§ Task: Every record below is to be restated verbatim, though its images are not.

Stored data
########################################

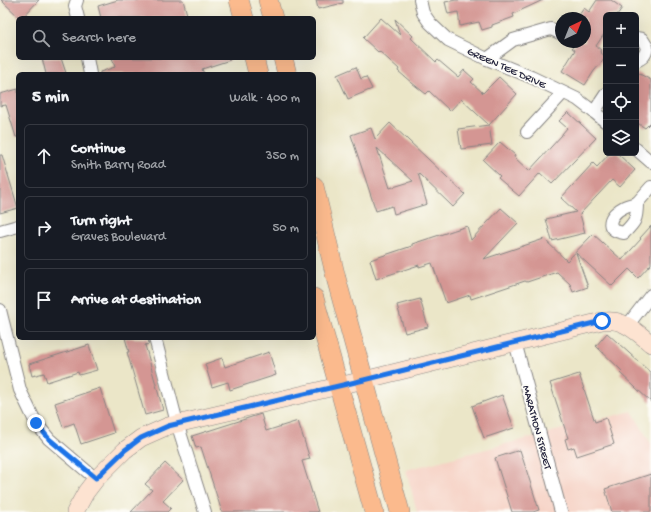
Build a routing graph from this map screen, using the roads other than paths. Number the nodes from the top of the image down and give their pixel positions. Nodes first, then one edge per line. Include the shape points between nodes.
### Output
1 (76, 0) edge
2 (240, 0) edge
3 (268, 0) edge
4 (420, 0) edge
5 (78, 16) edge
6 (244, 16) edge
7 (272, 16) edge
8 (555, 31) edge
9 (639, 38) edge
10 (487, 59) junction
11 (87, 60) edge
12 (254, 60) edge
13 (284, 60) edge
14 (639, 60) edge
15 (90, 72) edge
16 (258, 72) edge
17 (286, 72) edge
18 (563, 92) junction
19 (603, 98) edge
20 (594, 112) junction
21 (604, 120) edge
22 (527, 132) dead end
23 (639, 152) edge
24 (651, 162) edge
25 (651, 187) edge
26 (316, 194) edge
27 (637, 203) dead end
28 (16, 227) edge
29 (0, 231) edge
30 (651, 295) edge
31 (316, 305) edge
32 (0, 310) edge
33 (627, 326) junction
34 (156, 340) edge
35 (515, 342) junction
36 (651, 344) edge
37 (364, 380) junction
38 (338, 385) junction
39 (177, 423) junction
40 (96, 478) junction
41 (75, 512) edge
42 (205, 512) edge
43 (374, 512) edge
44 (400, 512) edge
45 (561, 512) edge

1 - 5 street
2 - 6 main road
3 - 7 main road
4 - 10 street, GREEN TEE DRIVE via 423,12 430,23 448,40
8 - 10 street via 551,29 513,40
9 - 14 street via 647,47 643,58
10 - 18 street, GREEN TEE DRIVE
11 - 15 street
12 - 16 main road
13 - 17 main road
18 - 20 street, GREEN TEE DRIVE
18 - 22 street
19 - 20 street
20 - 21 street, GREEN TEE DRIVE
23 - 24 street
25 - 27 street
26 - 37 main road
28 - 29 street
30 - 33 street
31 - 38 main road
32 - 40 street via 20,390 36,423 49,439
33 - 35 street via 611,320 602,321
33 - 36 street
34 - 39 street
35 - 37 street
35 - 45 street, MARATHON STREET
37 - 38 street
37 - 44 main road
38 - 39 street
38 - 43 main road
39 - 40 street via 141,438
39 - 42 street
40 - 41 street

########################################

§ Problem solution:
Build a routing graph from this map screen, using the roads other than paths. Number the nodes from the top of the image down and give their pixel positions. Nodes first, then one edge per line. Include the shape points between nodes.
### Output
1 (76, 0) edge
2 (240, 0) edge
3 (268, 0) edge
4 (420, 0) edge
5 (78, 16) edge
6 (244, 16) edge
7 (272, 16) edge
8 (555, 31) edge
9 (639, 38) edge
10 (487, 59) junction
11 (87, 60) edge
12 (254, 60) edge
13 (284, 60) edge
14 (639, 60) edge
15 (90, 72) edge
16 (258, 72) edge
17 (286, 72) edge
18 (563, 92) junction
19 (603, 98) edge
20 (594, 112) junction
21 (604, 120) edge
22 (527, 132) dead end
23 (639, 152) edge
24 (651, 162) edge
25 (651, 187) edge
26 (316, 194) edge
27 (637, 203) dead end
28 (16, 227) edge
29 (0, 231) edge
30 (651, 295) edge
31 (316, 305) edge
32 (0, 310) edge
33 (627, 326) junction
34 (156, 340) edge
35 (515, 342) junction
36 (651, 344) edge
37 (364, 380) junction
38 (338, 385) junction
39 (177, 423) junction
40 (96, 478) junction
41 (75, 512) edge
42 (205, 512) edge
43 (374, 512) edge
44 (400, 512) edge
45 (561, 512) edge

1 - 5 street
2 - 6 main road
3 - 7 main road
4 - 10 street, GREEN TEE DRIVE via 423,12 430,23 448,40
8 - 10 street via 551,29 513,40
9 - 14 street via 647,47 643,58
10 - 18 street, GREEN TEE DRIVE
11 - 15 street
12 - 16 main road
13 - 17 main road
18 - 20 street, GREEN TEE DRIVE
18 - 22 street
19 - 20 street
20 - 21 street, GREEN TEE DRIVE
23 - 24 street
25 - 27 street
26 - 37 main road
28 - 29 street
30 - 33 street
31 - 38 main road
32 - 40 street via 20,390 36,423 49,439
33 - 35 street via 611,320 602,321
33 - 36 street
34 - 39 street
35 - 37 street
35 - 45 street, MARATHON STREET
37 - 38 street
37 - 44 main road
38 - 39 street
38 - 43 main road
39 - 40 street via 141,438
39 - 42 street
40 - 41 street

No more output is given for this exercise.